How will the paint be applied? Brush, roller or sprayer? Usually brush and roller are the most common ways to paint in most situations. Sprayers are used when you have a large amount of painting, such as with large commercial buildings or large homes. When spraying, it is important to mask and tape anything that is not to be painted. This can add some extra time, but with large areas this time will be less time than it would take to brush and roll the same amount of square footage. The painting technique should be clearly described, as well how long it will take to apply and the minimum length of time for the paint to dry before the next coat. Applying the next coat before the paint or primer has cured properly, can cause brush streaks, running or sagging paint and other extremely noticeable defects.
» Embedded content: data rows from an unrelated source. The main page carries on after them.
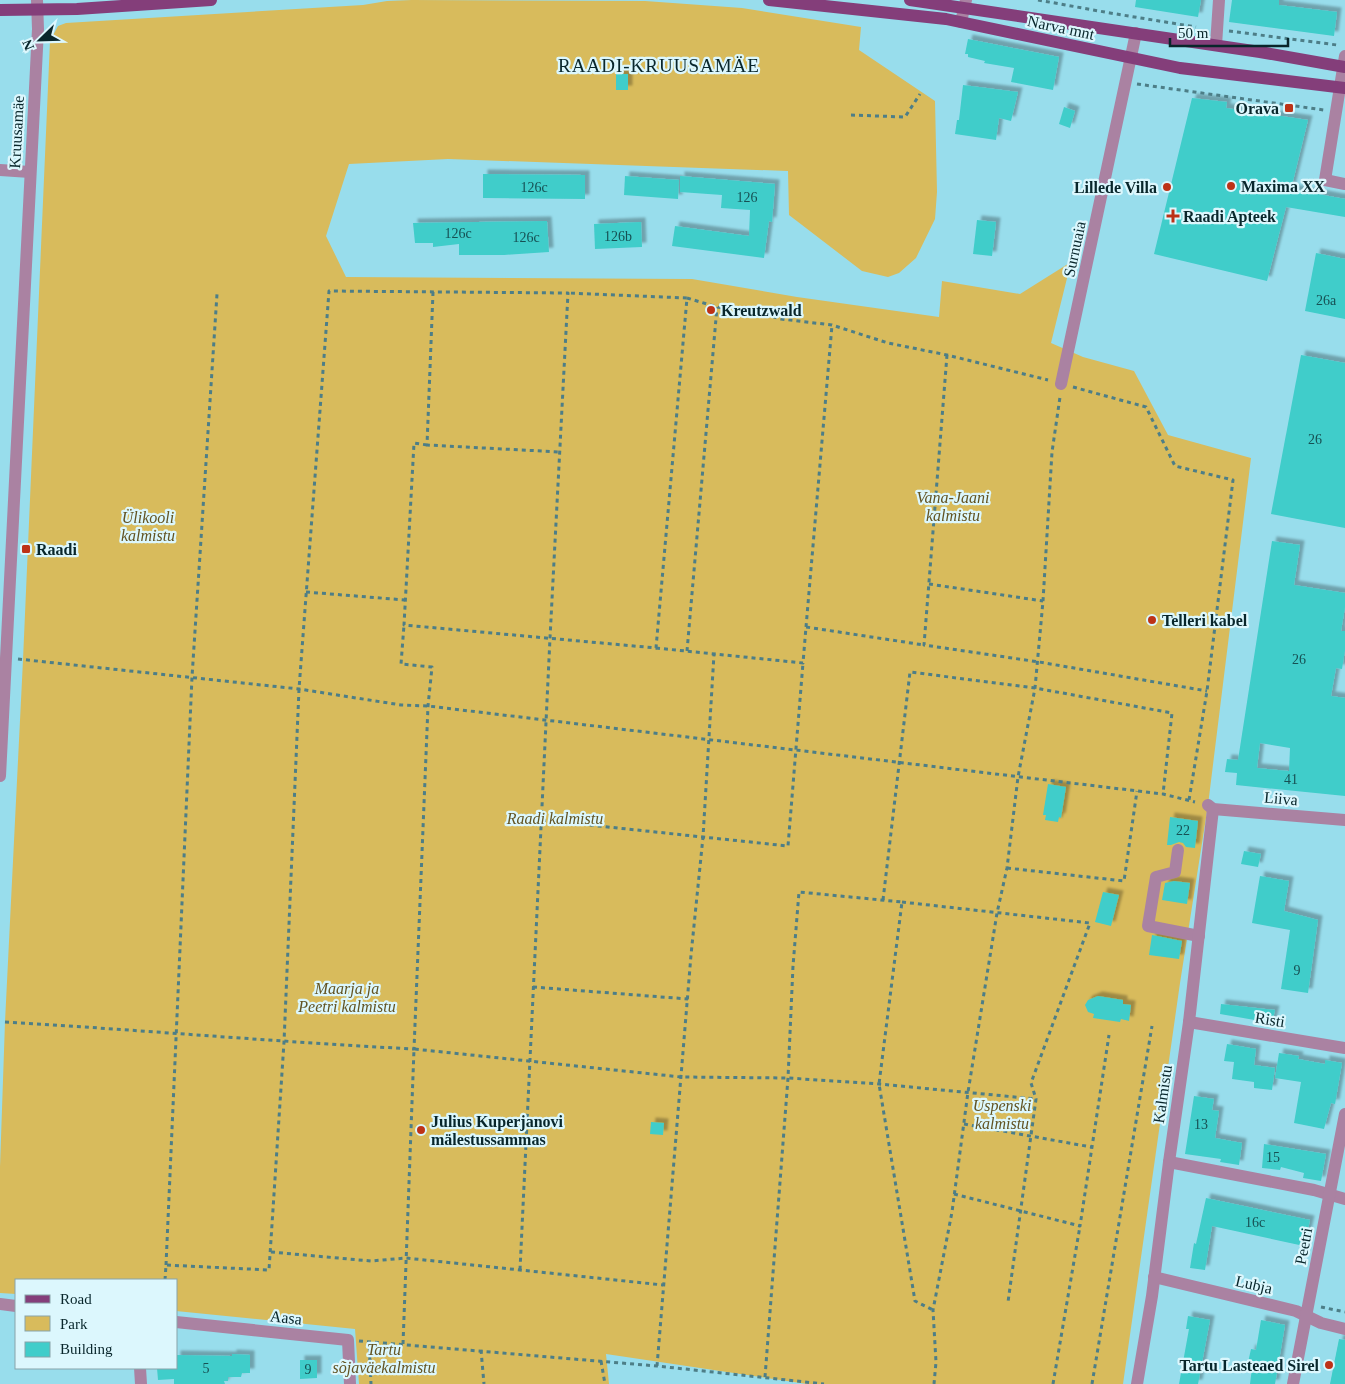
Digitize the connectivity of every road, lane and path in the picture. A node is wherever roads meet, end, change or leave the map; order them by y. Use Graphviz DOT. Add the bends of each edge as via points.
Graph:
graph roads {
  1 [pos="211,0"];
  2 [pos="769,0"];
  3 [pos="910,0"];
  4 [pos="1038,0"];
  5 [pos="1219,0"];
  6 [pos="965,4"];
  7 [pos="37,5"];
  8 [pos="0,10"];
  9 [pos="961,22"];
  10 [pos="1216,30"];
  11 [pos="1136,33"];
  12 [pos="1216,45"];
  13 [pos="1345,46"];
  14 [pos="1132,59"];
  15 [pos="1345,63"];
  16 [pos="1343,87"];
  17 [pos="920,94"];
  18 [pos="851,115"];
  19 [pos="0,170"];
  20 [pos="30,172"];
  21 [pos="1345,184"];
  22 [pos="433,292"];
  23 [pos="568,293"];
  24 [pos="217,294"];
  25 [pos="687,298"];
  26 [pos="717,307"];
  27 [pos="832,325"];
  28 [pos="947,355"];
  29 [pos="1061,384"];
  30 [pos="427,444"];
  31 [pos="560,452"];
  32 [pos="929,584"];
  33 [pos="306,592"];
  34 [pos="405,600"];
  35 [pos="1043,601"];
  36 [pos="404,625"];
  37 [pos="806,627"];
  38 [pos="550,638"];
  39 [pos="924,645"];
  40 [pos="656,648"];
  41 [pos="686,651"];
  42 [pos="714,654"];
  43 [pos="3,658"];
  44 [pos="1038,662"];
  45 [pos="803,663"];
  46 [pos="192,677"];
  47 [pos="1035,688"];
  48 [pos="299,689"];
  49 [pos="1207,690"];
  50 [pos="428,706"];
  51 [pos="547,721"];
  52 [pos="709,740"];
  53 [pos="797,750"];
  54 [pos="899,762"];
  55 [pos="0,776"];
  56 [pos="1018,777"];
  57 [pos="1137,791"];
  58 [pos="1163,794"];
  59 [pos="1189,800"];
  60 [pos="1211,807"];
  61 [pos="542,820"];
  62 [pos="1345,820"];
  63 [pos="703,837"];
  64 [pos="1178,850"];
  65 [pos="1007,868"];
  66 [pos="883,900"];
  67 [pos="902,902"];
  68 [pos="997,912"];
  69 [pos="1198,936"];
  70 [pos="533,987"];
  71 [pos="688,999"];
  72 [pos="6,1022"];
  73 [pos="1189,1022"];
  74 [pos="1152,1026"];
  75 [pos="176,1032"];
  76 [pos="1109,1035"];
  77 [pos="284,1042"];
  78 [pos="1345,1048"];
  79 [pos="414,1049"];
  80 [pos="530,1061"];
  81 [pos="681,1076"];
  82 [pos="788,1078"];
  83 [pos="879,1084"];
  84 [pos="968,1092"];
  85 [pos="1036,1099"];
  86 [pos="1345,1114"];
  87 [pos="964,1124"];
  88 [pos="1031,1136"];
  89 [pos="1091,1147"];
  90 [pos="1168,1162"];
  91 [pos="954,1194"];
  92 [pos="1330,1195"];
  93 [pos="1345,1199"];
  94 [pos="1021,1211"];
  95 [pos="1080,1226"];
  96 [pos="270,1252"];
  97 [pos="406,1258"];
  98 [pos="166,1265"];
  99 [pos="520,1270"];
  100 [pos="1154,1278"];
  101 [pos="165,1279"];
  102 [pos="663,1285"];
  103 [pos="1008,1302"];
  104 [pos="0,1304"];
  105 [pos="15,1306"];
  106 [pos="934,1310"];
  107 [pos="1308,1310"];
  108 [pos="1345,1312"];
  109 [pos="178,1322"];
  110 [pos="1345,1329"];
  111 [pos="348,1340"];
  112 [pos="369,1341"];
  113 [pos="403,1344"];
  114 [pos="481,1350"];
  115 [pos="601,1361"];
  116 [pos="657,1366"];
  117 [pos="140,1369"];
  118 [pos="765,1378"];
  119 [pos="141,1384"];
  120 [pos="350,1384"];
  121 [pos="371,1384"];
  122 [pos="484,1384"];
  123 [pos="605,1384"];
  124 [pos="824,1384"];
  125 [pos="934,1384"];
  126 [pos="1053,1384"];
  127 [pos="1092,1384"];
  128 [pos="1137,1384"];
  129 [pos="1293,1384"];
  1 -- 7 [label="main road" via="77,9"];
  2 -- 9 [label="main road, Narva mnt"];
  3 -- 6 [label="main road, Narva mnt"];
  4 -- 10 [label="path"];
  5 -- 10 [label="street"];
  6 -- 9 [label="street"];
  6 -- 11 [label="main road, Narva mnt"];
  7 -- 8 [label="main road"];
  7 -- 20 [label="street, Kruusamäe"];
  9 -- 14 [label="main road, Narva mnt"];
  10 -- 12 [label="street"];
  10 -- 13 [label="path"];
  11 -- 12 [label="main road, Narva mnt"];
  11 -- 14 [label="street, Surnuaia"];
  12 -- 15 [label="main road, Narva mnt"];
  14 -- 16 [label="main road, Narva mnt" via="1214,73"];
  14 -- 29 [label="street, Surnuaia"];
  15 -- 16 [label="street"];
  16 -- 21 [label="street" via="1324,180"];
  17 -- 18 [label="path" via="904,117"];
  19 -- 20 [label="street"];
  20 -- 43 [label="street, Kruusamäe"];
  22 -- 23 [label="path"];
  22 -- 30 [label="path"];
  22 -- 33 [label="path" via="329,291"];
  23 -- 25 [label="path"];
  23 -- 31 [label="path"];
  24 -- 46 [label="path"];
  25 -- 26 [label="path"];
  25 -- 40 [label="path"];
  26 -- 27 [label="path"];
  26 -- 41 [label="path"];
  27 -- 28 [label="path" via="888,343"];
  27 -- 37 [label="path"];
  28 -- 29 [label="path"];
  28 -- 32 [label="path"];
  29 -- 35 [label="path" via="1052,452"];
  29 -- 49 [label="path" via="1146,407 1174,466 1233,480"];
  30 -- 31 [label="path"];
  30 -- 34 [label="path" via="414,443"];
  31 -- 38 [label="path"];
  32 -- 35 [label="path"];
  32 -- 39 [label="path"];
  33 -- 34 [label="path"];
  33 -- 48 [label="path"];
  34 -- 36 [label="path"];
  35 -- 44 [label="path"];
  36 -- 38 [label="path"];
  36 -- 50 [label="path" via="401,664 432,667"];
  37 -- 39 [label="path"];
  37 -- 45 [label="path"];
  38 -- 40 [label="path"];
  38 -- 51 [label="path"];
  39 -- 44 [label="path"];
  40 -- 41 [label="path"];
  41 -- 42 [label="path"];
  42 -- 45 [label="path"];
  42 -- 52 [label="path"];
  43 -- 46 [label="path"];
  43 -- 55 [label="street, Kruusamäe"];
  44 -- 47 [label="path"];
  44 -- 49 [label="path"];
  45 -- 53 [label="path"];
  46 -- 48 [label="path"];
  46 -- 75 [label="path"];
  47 -- 54 [label="path" via="910,672"];
  47 -- 56 [label="path"];
  47 -- 58 [label="path" via="1172,713"];
  48 -- 50 [label="path" via="401,705"];
  48 -- 77 [label="path"];
  49 -- 59 [label="path"];
  50 -- 51 [label="path"];
  50 -- 79 [label="path"];
  51 -- 52 [label="path"];
  51 -- 61 [label="path"];
  52 -- 53 [label="path"];
  52 -- 63 [label="path"];
  53 -- 54 [label="path"];
  53 -- 63 [label="path" via="788,846"];
  54 -- 56 [label="path"];
  54 -- 66 [label="path"];
  56 -- 57 [label="path"];
  56 -- 65 [label="path"];
  57 -- 58 [label="path"];
  57 -- 65 [label="path" via="1124,881"];
  58 -- 59 [label="path"];
  59 -- 60 [label="path"];
  60 -- 62 [label="street, Liiva"];
  60 -- 69 [label="street, Kalmistu"];
  61 -- 63 [label="path"];
  61 -- 70 [label="path"];
  63 -- 71 [label="path"];
  64 -- 69 [label="street" via="1174,872 1156,876 1148,926"];
  65 -- 68 [label="path"];
  66 -- 67 [label="path"];
  66 -- 82 [label="path" via="799,892"];
  67 -- 68 [label="path"];
  67 -- 83 [label="path"];
  68 -- 84 [label="path"];
  68 -- 85 [label="path" via="1090,923 1031,1083"];
  69 -- 73 [label="street, Kalmistu"];
  70 -- 71 [label="path"];
  70 -- 80 [label="path"];
  71 -- 81 [label="path"];
  72 -- 75 [label="path"];
  73 -- 78 [label="street, Risti"];
  73 -- 90 [label="street, Kalmistu"];
  74 -- 127 [label="path"];
  75 -- 77 [label="path"];
  75 -- 98 [label="path"];
  76 -- 89 [label="path"];
  77 -- 79 [label="path"];
  77 -- 96 [label="path"];
  79 -- 80 [label="path"];
  79 -- 97 [label="path"];
  80 -- 81 [label="path"];
  80 -- 99 [label="path"];
  81 -- 82 [label="path"];
  81 -- 102 [label="path"];
  82 -- 83 [label="path"];
  82 -- 118 [label="path"];
  83 -- 84 [label="path"];
  83 -- 106 [label="path" via="916,1301"];
  84 -- 85 [label="path"];
  84 -- 87 [label="path"];
  85 -- 88 [label="path"];
  86 -- 92 [label="street, Peetri"];
  87 -- 88 [label="path"];
  87 -- 91 [label="path"];
  88 -- 89 [label="path"];
  88 -- 94 [label="path"];
  89 -- 95 [label="path"];
  90 -- 92 [label="street"];
  90 -- 100 [label="street, Kalmistu"];
  91 -- 94 [label="path"];
  91 -- 106 [label="path"];
  92 -- 93 [label="street"];
  92 -- 107 [label="street, Peetri"];
  94 -- 95 [label="path"];
  94 -- 103 [label="path"];
  95 -- 126 [label="path"];
  96 -- 97 [label="path" via="371,1261"];
  96 -- 98 [label="path" via="269,1270"];
  97 -- 99 [label="path"];
  97 -- 113 [label="path"];
  98 -- 101 [label="path"];
  99 -- 102 [label="path"];
  100 -- 107 [label="street, Lubja" via="1296,1311"];
  100 -- 128 [label="street, Kalmistu"];
  102 -- 116 [label="path"];
  104 -- 105 [label="street"];
  106 -- 125 [label="path"];
  107 -- 108 [label="path"];
  107 -- 110 [label="street, Lubja" via="1321,1323"];
  107 -- 129 [label="street, Peetri"];
  109 -- 111 [label="street, Aasa"];
  111 -- 112 [label="path"];
  111 -- 120 [label="street"];
  112 -- 113 [label="path"];
  112 -- 121 [label="path"];
  113 -- 114 [label="path"];
  114 -- 115 [label="path"];
  114 -- 122 [label="path"];
  115 -- 116 [label="path"];
  115 -- 123 [label="path"];
  116 -- 118 [label="path"];
  117 -- 119 [label="street"];
  118 -- 124 [label="path"];
}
Drop cloths are essential to anyone painting anything, as they protect any surface you do not want to get paint on. The material used for drop cloths can vary from canvas to old cotton bedding. As mentioned above, when spraying, masking, and taping around the area to be painted, with cardboard and painter’s tape, prevents overspray. The use of drop cloths or masking should be in the contract with a written plan to clean up paint spills, overspray and splatter on a variety of surfaces, such as your floor, driveway, garden, roof, and windows. There should be a section that talks about returning everything to the way it was before work began. The terms here should be straightforward and say exactly that will be done. Outlining whether they will clean the windows after, clean up the paint chips, move the furniture back, remove all the drop cloths and tape, dispose of garbage and debris safely is important. It should be stated clearly if any extra fee for this service will be added.
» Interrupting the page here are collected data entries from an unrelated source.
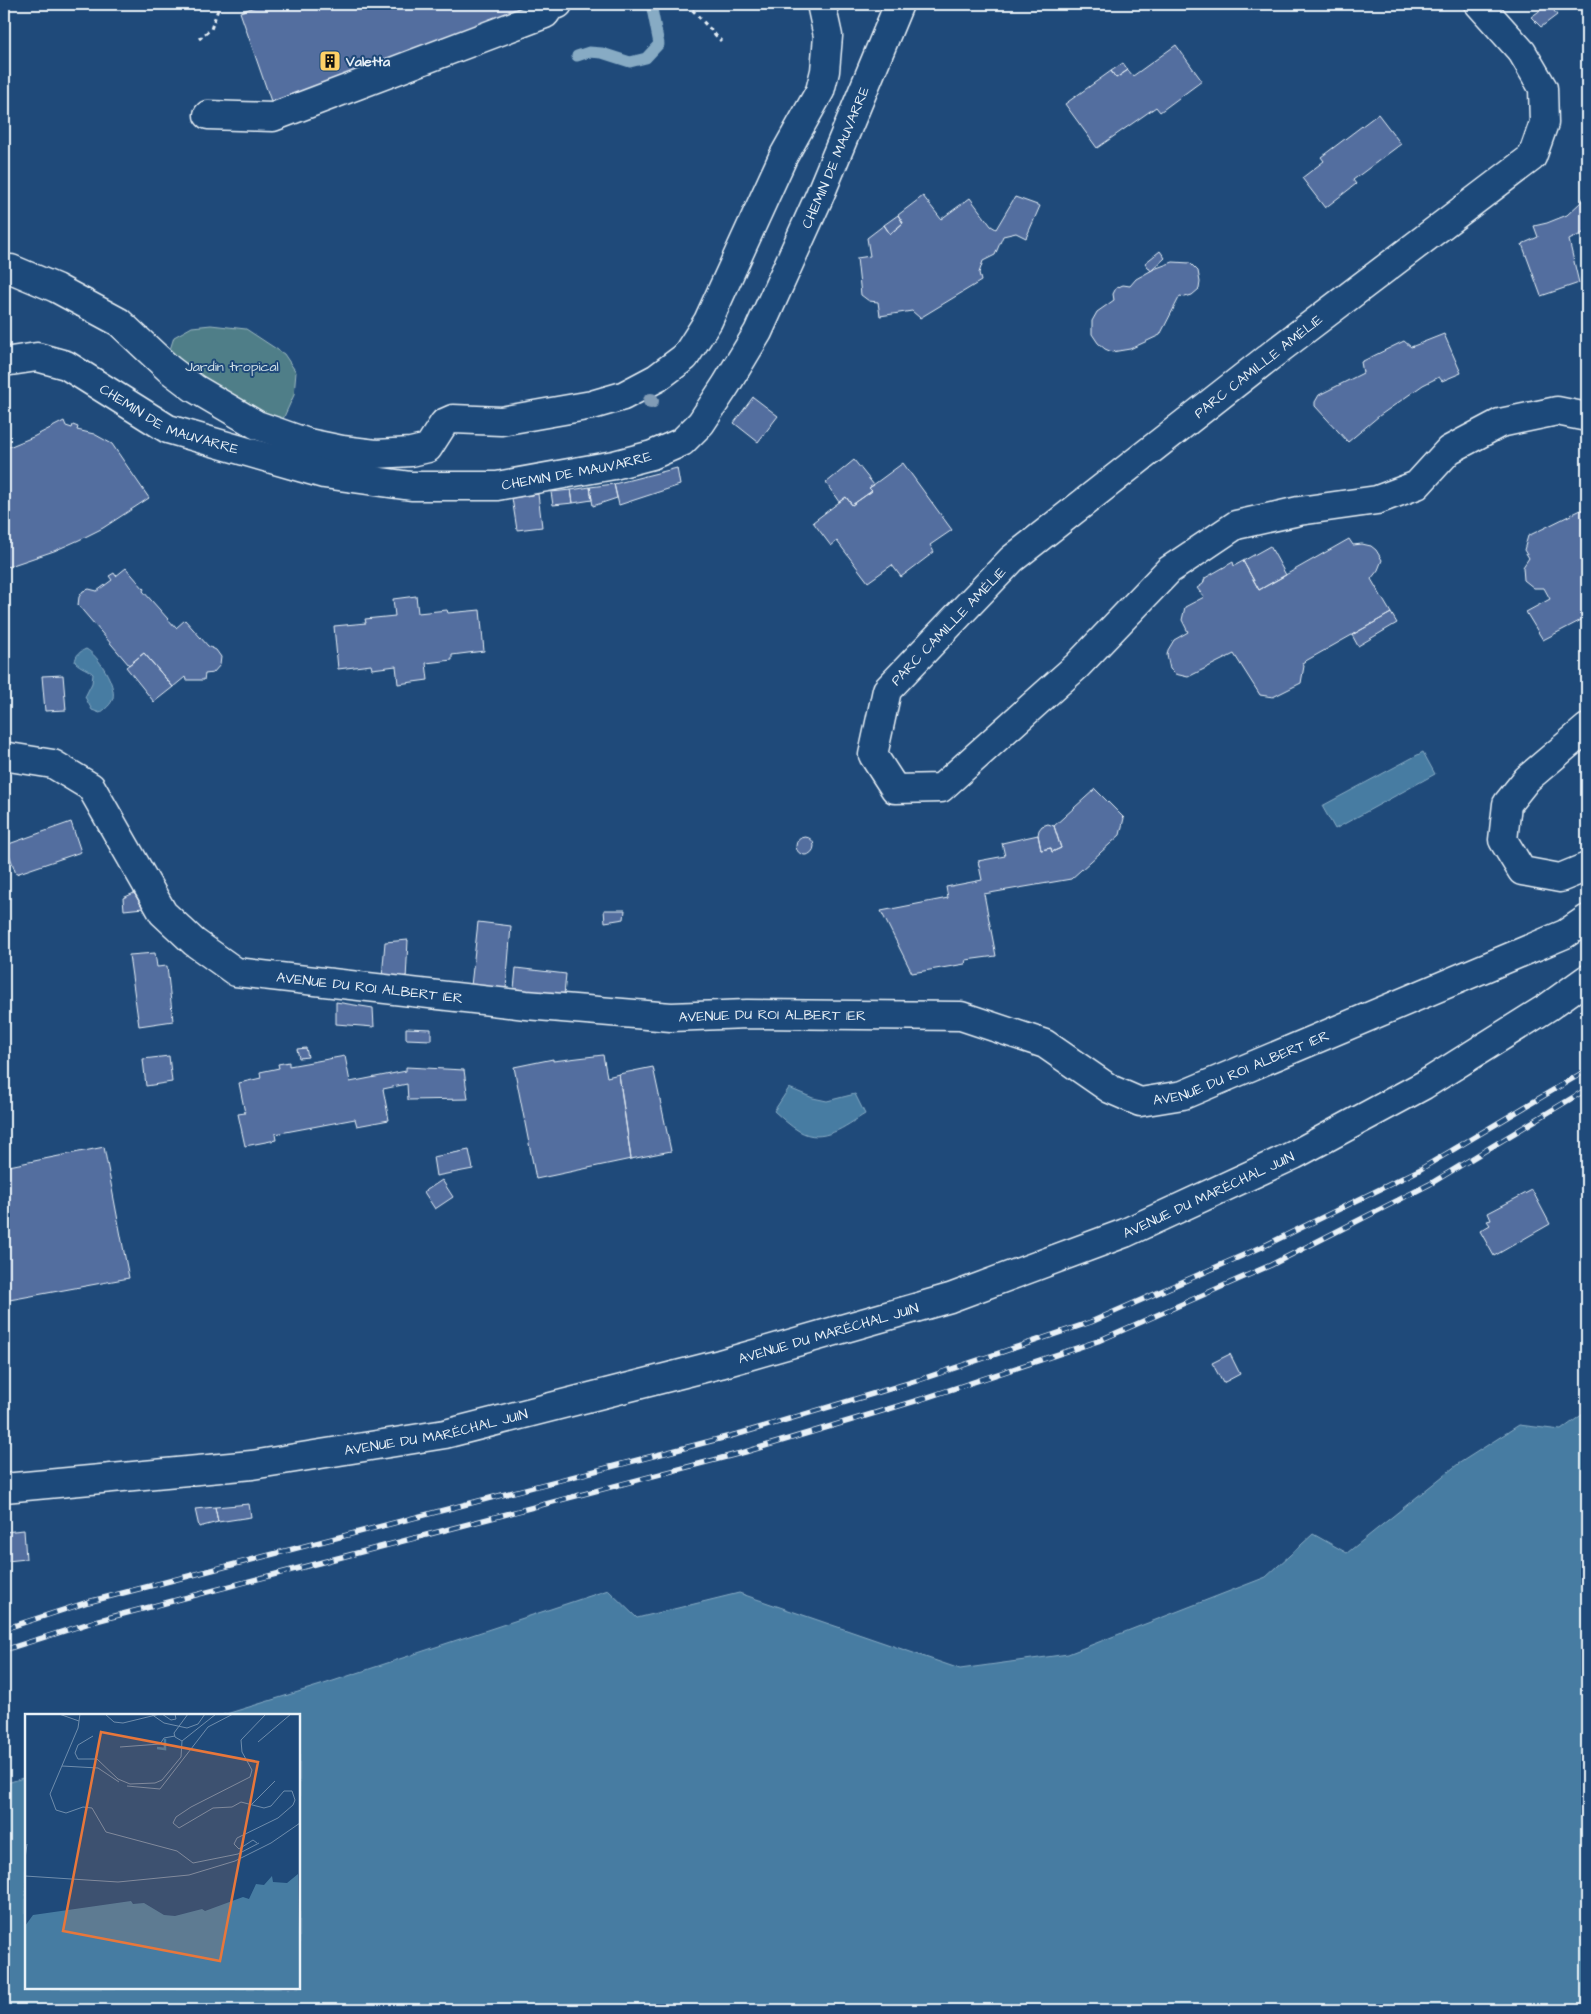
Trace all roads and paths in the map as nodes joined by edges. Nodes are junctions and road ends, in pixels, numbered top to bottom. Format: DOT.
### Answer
graph roads {
  1 [pos="220,4"];
  2 [pos="552,4"];
  3 [pos="558,4"];
  4 [pos="687,4"];
  5 [pos="821,4"];
  6 [pos="899,4"];
  7 [pos="1479,4"];
  8 [pos="199,39"];
  9 [pos="721,41"];
  10 [pos="208,115"];
  11 [pos="4,269"];
  12 [pos="4,362"];
  13 [pos="1587,416"];
  14 [pos="1587,728"];
  15 [pos="4,758"];
  16 [pos="1587,867"];
  17 [pos="1587,920"];
  18 [pos="1587,979"];
  19 [pos="4,1488"];
  1 -- 8 [label="path"];
  2 -- 3 [label="street"];
  2 -- 10 [label="street"];
  4 -- 9 [label="path"];
  5 -- 11 [label="street"];
  6 -- 12 [label="street, CHEMIN DE MAUVARRE"];
  7 -- 13 [label="street, PARC CAMILLE AMÉLIE"];
  14 -- 16 [label="street"];
  15 -- 17 [label="street, AVENUE DU ROI ALBERT 1ER"];
  18 -- 19 [label="street, AVENUE DU MARÉCHAL JUIN"];
}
Having the right payment structure is important to make sure you do not get taken advantage of by unscrupulous painters. You do not want to make a deposit on a painting contract of more than 10% and split up the remaining payment amount into thirds. The first third should be paid on the first day the work starts. The last two thirds should be paid after set milestones are reached, like having the prep work and primer coat complete. The last milestone being the two finish coats, clean up and when the painters’ gear has been removed. Before making the final payment, look around for any touch ups that may be required. It will likely be harder to get the painter to return after the last payment. This payment structure is not the only option, but most payments should be similar with multiple evenly distributed instalments.
Not many people enjoy reading contracts, but taking the extra time to ensure the right things are in your contract can save you a lot of time and money over the course of having your home painted. Make sure you ask questions about the contract if you do not understand something in the contract. If you notice things missing, bring it up to your painter and ask them questions. The painter’s response to these questions should give you a clear indication of what working with her or him over the course of the job will be like. If you are not happy with what you hear, do not sign the contract, and shop around more.